=== PROVIDED RECORDS ===

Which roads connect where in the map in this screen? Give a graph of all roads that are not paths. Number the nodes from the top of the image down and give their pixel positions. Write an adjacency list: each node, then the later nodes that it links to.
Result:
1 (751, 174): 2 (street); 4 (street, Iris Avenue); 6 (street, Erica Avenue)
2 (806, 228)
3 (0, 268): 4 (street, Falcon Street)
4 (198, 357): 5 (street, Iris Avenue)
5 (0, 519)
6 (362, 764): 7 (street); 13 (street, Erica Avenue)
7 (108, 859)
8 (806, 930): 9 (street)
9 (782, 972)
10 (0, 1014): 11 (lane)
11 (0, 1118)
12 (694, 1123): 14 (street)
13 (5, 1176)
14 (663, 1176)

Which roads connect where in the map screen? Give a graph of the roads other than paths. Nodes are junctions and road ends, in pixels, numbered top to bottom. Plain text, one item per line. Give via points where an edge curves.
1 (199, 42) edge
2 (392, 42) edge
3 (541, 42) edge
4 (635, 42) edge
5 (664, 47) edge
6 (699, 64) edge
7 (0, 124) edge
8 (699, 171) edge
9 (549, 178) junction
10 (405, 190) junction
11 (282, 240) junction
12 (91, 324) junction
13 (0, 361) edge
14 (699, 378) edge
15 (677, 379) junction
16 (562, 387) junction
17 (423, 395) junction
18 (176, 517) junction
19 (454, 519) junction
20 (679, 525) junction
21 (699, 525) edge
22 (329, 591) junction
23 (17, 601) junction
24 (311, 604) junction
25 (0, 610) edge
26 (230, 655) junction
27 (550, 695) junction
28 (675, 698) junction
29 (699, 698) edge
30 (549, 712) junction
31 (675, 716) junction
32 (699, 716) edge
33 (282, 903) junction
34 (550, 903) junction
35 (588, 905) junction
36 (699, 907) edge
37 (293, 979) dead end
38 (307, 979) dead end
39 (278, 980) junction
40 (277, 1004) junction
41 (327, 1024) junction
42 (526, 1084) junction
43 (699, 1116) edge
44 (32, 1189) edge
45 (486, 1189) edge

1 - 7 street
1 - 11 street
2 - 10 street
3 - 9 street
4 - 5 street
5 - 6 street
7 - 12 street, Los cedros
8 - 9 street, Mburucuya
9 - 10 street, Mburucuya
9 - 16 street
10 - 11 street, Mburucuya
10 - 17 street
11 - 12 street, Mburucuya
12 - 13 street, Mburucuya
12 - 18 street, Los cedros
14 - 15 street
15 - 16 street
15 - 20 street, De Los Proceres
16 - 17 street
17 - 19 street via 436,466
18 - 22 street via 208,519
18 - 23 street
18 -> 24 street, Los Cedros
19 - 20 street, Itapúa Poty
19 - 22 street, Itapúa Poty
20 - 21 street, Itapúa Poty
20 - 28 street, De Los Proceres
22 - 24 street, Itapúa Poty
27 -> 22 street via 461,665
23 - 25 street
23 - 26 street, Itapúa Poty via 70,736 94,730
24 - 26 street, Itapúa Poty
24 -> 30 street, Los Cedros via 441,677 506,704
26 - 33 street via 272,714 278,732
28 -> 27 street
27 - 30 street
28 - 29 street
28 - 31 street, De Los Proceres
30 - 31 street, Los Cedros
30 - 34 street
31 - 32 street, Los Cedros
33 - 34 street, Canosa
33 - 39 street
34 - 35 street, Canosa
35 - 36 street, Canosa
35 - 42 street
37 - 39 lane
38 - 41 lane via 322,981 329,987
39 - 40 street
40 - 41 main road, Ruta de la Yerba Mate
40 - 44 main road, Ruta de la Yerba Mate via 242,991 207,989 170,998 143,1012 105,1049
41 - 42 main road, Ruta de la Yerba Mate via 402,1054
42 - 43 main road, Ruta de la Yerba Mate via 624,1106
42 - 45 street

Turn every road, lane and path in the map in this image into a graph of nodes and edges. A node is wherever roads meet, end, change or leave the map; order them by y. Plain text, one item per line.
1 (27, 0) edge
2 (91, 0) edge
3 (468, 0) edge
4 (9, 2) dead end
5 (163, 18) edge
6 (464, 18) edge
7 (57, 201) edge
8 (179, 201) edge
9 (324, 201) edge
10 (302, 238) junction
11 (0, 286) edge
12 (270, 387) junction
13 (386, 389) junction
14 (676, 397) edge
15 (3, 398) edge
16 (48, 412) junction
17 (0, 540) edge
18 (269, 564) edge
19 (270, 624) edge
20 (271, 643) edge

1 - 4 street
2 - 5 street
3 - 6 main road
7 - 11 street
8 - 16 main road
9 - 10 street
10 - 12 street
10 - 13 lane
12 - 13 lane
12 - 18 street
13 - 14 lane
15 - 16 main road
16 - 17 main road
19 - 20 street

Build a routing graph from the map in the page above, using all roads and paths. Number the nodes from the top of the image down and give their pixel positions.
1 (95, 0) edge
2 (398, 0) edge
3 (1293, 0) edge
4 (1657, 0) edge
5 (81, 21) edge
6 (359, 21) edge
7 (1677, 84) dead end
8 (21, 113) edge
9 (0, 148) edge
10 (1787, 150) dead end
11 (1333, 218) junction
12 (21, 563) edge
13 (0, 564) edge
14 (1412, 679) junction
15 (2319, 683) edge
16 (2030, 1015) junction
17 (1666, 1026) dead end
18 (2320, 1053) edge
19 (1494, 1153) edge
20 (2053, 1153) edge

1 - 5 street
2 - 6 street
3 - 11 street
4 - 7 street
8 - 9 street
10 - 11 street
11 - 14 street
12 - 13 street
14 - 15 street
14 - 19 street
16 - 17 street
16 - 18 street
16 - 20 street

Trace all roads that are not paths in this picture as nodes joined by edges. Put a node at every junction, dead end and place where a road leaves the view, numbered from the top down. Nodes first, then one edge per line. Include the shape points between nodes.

===

▸ REQUIRED WORK: Wherever a line above includes the string "that", count it; give only the final tally.

▸ SOLUTION: 2